Abstract

Air pollution is known to be associated with increased total mortality, including cardiovascular and respiratory mortality. People with chronic disease in adulthood, such as cardiovascular disease, metabolic syndrome and respiratory diseases, are very susceptible with air pollutants (Kwon HJ et al., 2003). However, air pollution adversely impacts not only adults and the elderly but also fetuses and children. In fact, fetuses are the most vulnerable group to air pollution because vulnerability and susceptibility to air pollution are formed at early ages.

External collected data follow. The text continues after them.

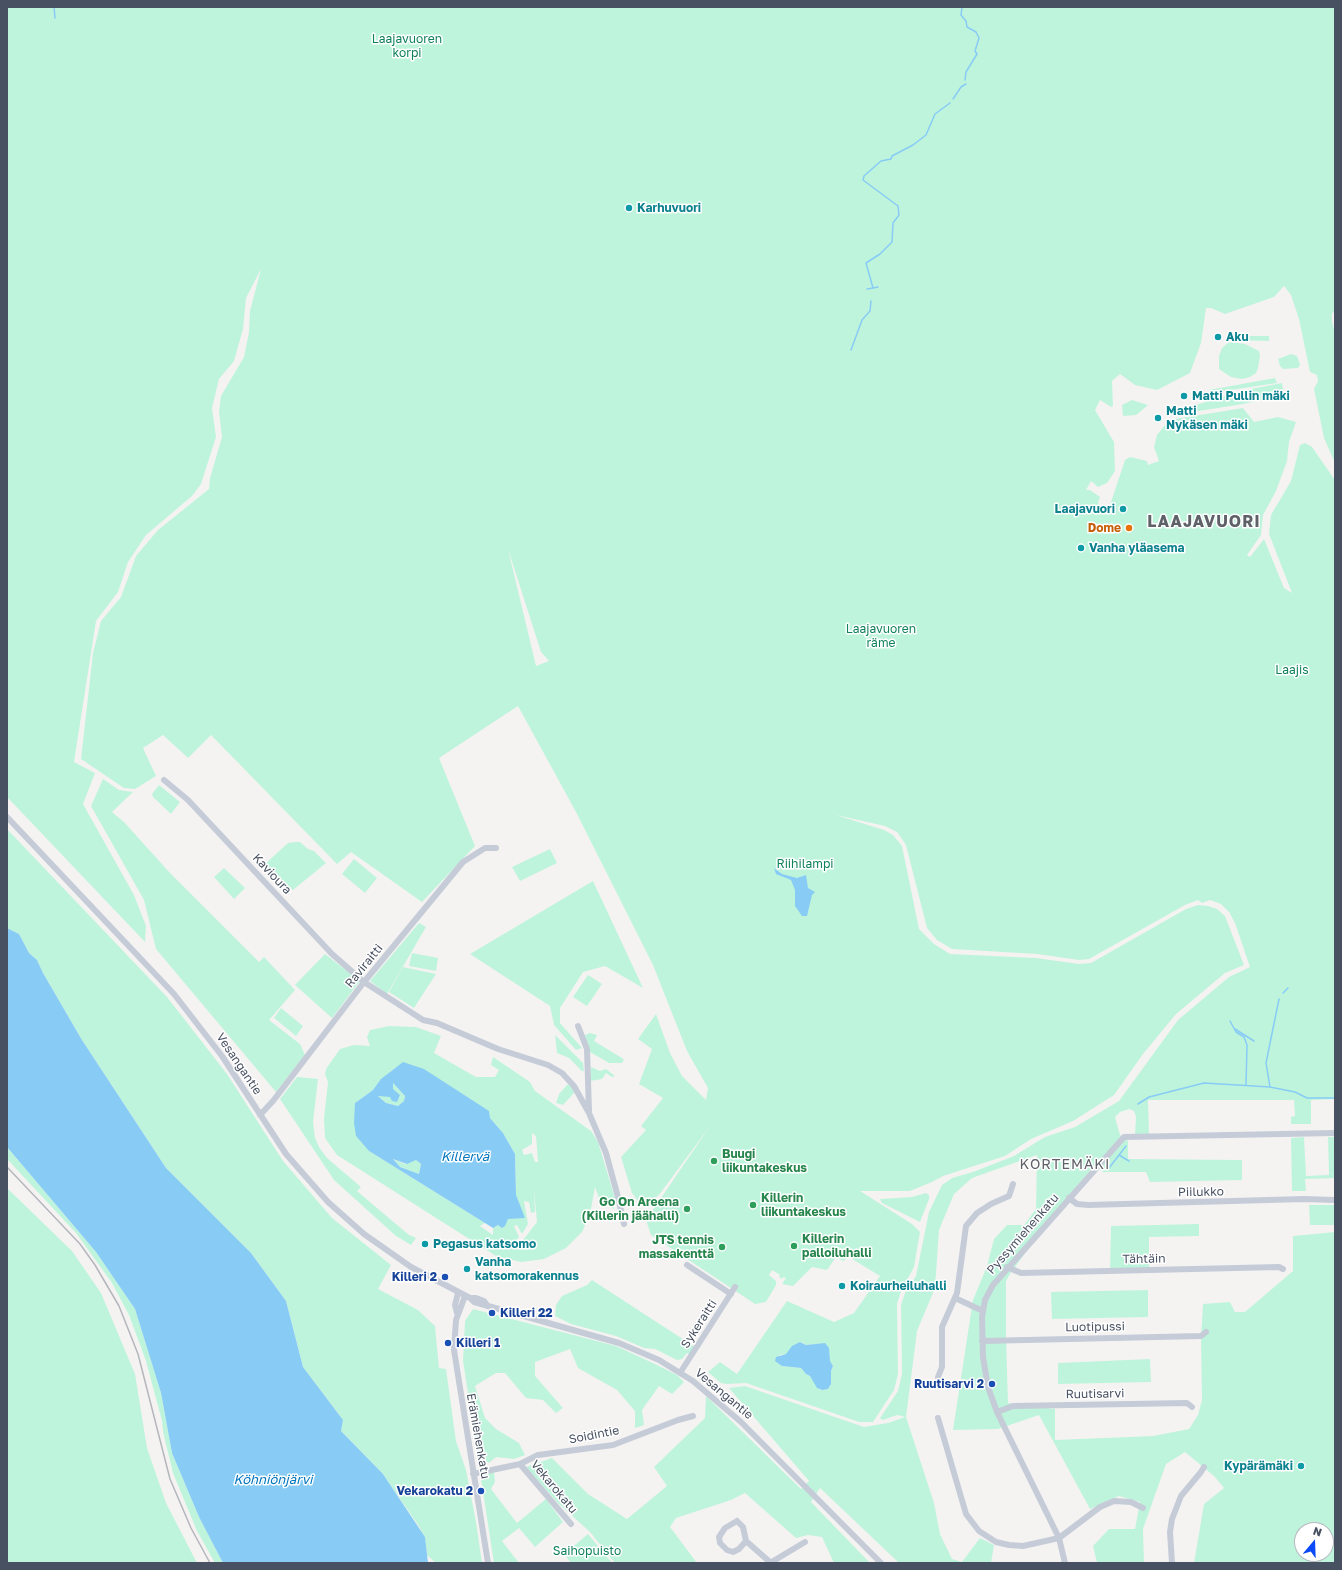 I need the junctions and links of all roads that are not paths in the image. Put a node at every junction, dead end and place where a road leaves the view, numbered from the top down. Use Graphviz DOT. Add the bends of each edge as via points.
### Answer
graph roads {
  1 [pos="164,780"];
  2 [pos="7,817"];
  3 [pos="496,848"];
  4 [pos="364,982"];
  5 [pos="578,1026"];
  6 [pos="589,1113"];
  7 [pos="260,1115"];
  8 [pos="1335,1133"];
  9 [pos="1013,1184"];
  10 [pos="1069,1198"];
  11 [pos="1335,1200"];
  12 [pos="624,1224"];
  13 [pos="687,1265"];
  14 [pos="1007,1267"];
  15 [pos="1283,1269"];
  16 [pos="735,1287"];
  17 [pos="458,1293"];
  18 [pos="731,1294"];
  19 [pos="468,1297"];
  20 [pos="955,1298"];
  21 [pos="983,1311"];
  22 [pos="457,1313"];
  23 [pos="1206,1332"];
  24 [pos="982,1341"];
  25 [pos="680,1373"];
  26 [pos="938,1376"];
  27 [pos="1192,1407"];
  28 [pos="997,1412"];
  29 [pos="693,1416"];
  30 [pos="938,1418"];
  31 [pos="520,1464"];
  32 [pos="1204,1467"];
  33 [pos="473,1474"];
  34 [pos="1143,1508"];
  35 [pos="571,1524"];
  36 [pos="1059,1538"];
  37 [pos="746,1541"];
  38 [pos="806,1542"];
  39 [pos="488,1563"];
  40 [pos="771,1563"];
  41 [pos="881,1563"];
  42 [pos="1065,1563"];
  43 [pos="1172,1563"];
  1 -- 4 [label="street, Kavioura" via="188,800 332,954"];
  2 -- 7 [label="street, Vesangantie" via="188,1012 221,1054"];
  3 -- 4 [label="street, Raviraitti" via="485,848 463,862"];
  4 -- 6 [label="street, Kavioura" via="423,1020 548,1065 562,1073 574,1086"];
  4 -- 7 [label="street, Raviraitti" via="292,1078"];
  5 -- 6 [label="street" via="587,1049"];
  6 -- 12 [label="street, Kavioura" via="606,1153"];
  7 -- 17 [label="street, Vesangantie" via="309,1182 344,1217 387,1251"];
  8 -- 10 [label="street, Pyssymiehenkatu" via="1127,1137"];
  9 -- 20 [label="street" via="1009,1196 977,1212 966,1226"];
  10 -- 11 [label="street, Piilukko" via="1077,1204 1088,1205"];
  10 -- 14 [label="street, Pyssymiehenkatu"];
  13 -- 18 [label="street"];
  14 -- 15 [label="street, Tähtäin" via="1021,1273 1279,1267"];
  14 -- 21 [label="street, Pyssymiehenkatu" via="993,1285 985,1300"];
  16 -- 18 [label="street, Sykeraitti"];
  17 -- 19 [label="street, Vesangantie"];
  17 -- 22 [label="street, Erämiehenkatu" via="455,1305"];
  18 -- 25 [label="street, Sykeraitti"];
  19 -- 22 [label="street, Erämiehenkatu"];
  19 -- 25 [label="street, Vesangantie" via="484,1301 487,1305 618,1343 658,1360"];
  20 -- 21 [label="street"];
  20 -- 26 [label="street" via="942,1327 942,1367"];
  21 -- 24 [label="street, Pyssymiehenkatu"];
  22 -- 33 [label="street, Erämiehenkatu" via="453,1334 454,1350"];
  23 -- 24 [label="street, Luotipussi" via="1201,1336"];
  24 -- 28 [label="street, Pyssymiehenkatu" via="985,1373"];
  25 -- 41 [label="street, Vesangantie" via="710,1393 741,1422"];
  27 -- 28 [label="street, Ruutisarvi" via="1187,1403 1013,1406"];
  28 -- 36 [label="street, Pyssymiehenkatu"];
  29 -- 31 [label="street, Soidintie" via="613,1445 538,1455"];
  30 -- 36 [label="street" via="963,1506 969,1520 979,1531 996,1542 1015,1546"];
  31 -- 33 [label="street, Vekarokatu"];
  31 -- 35 [label="street, Vekarokatu"];
  32 -- 43 [label="street" via="1181,1496 1172,1518"];
  33 -- 39 [label="street, Erämiehenkatu"];
  34 -- 36 [label="street" via="1131,1502 1109,1503"];
  36 -- 42 [label="street, Pyssymiehenkatu"];
  37 -- 37 [label="street" via="744,1527 737,1521 725,1528 719,1537 720,1543 733,1552 740,1549"];
  37 -- 40 [label="street"];
  38 -- 40 [label="street"];
}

Low birth weight (LBW), pre-term delivery (PTB), intrauterine growth restriction, and post-neonatal infant mortality are such undesirable outcomes. LBW affects 20 million infants worldwide (UNICEF, 2004). LBW is comprised of two overlapping etiologies: PTB and intrauterine growth retardation (IUGR). In particular, LBW is associated with a higher risk of infant and childhood mortality, coronary heart disease, and other health problems. LBW additionally has a well-established association with earlyonset insulin resistance and a later risk of adulthood diseases, including all aspects of the metabolic syndrome. PTB remains the leading cause of perinatal mortality and occurs in approximately 4-10% of pregnancies (Reagan and Salsberry 2005). Known risk factors for PTB include lower social class, less education, single marital status, low income, younger maternal age, low body weight, ethnicity, smoking, and poor housing, along with medical factors such as induction, premature rupture of membranes, infection, multiple pregnancy, intrauterine death, fetal and uterine abnormalities and chorioamnionitis (Bibby and Stewart 2004). LBW and PTB are both significantly associated with infant mortality and an array of infant morbidities that range from pulmonary to neurologic outcomes. These associations form the basis for the “fetal origins” or the “Barker hypothesis” which postulates that “fetal growth retardation consequent to malnutrition has long-term structural and physiologic impacts that predispose an individual to chronic diseases in adulthood” (Barker, 2007). Is there the association between air pollution and adverse pregnancy outcomes, such LBW, and PTB? In this chapter, we will review the association between air pollution and adverse pregnancy outcomes(APO), such as LBW and PTB. We also will estimate the disease burden of LBW and PTB caused by air pollution, and discuss how to decrease these APOs.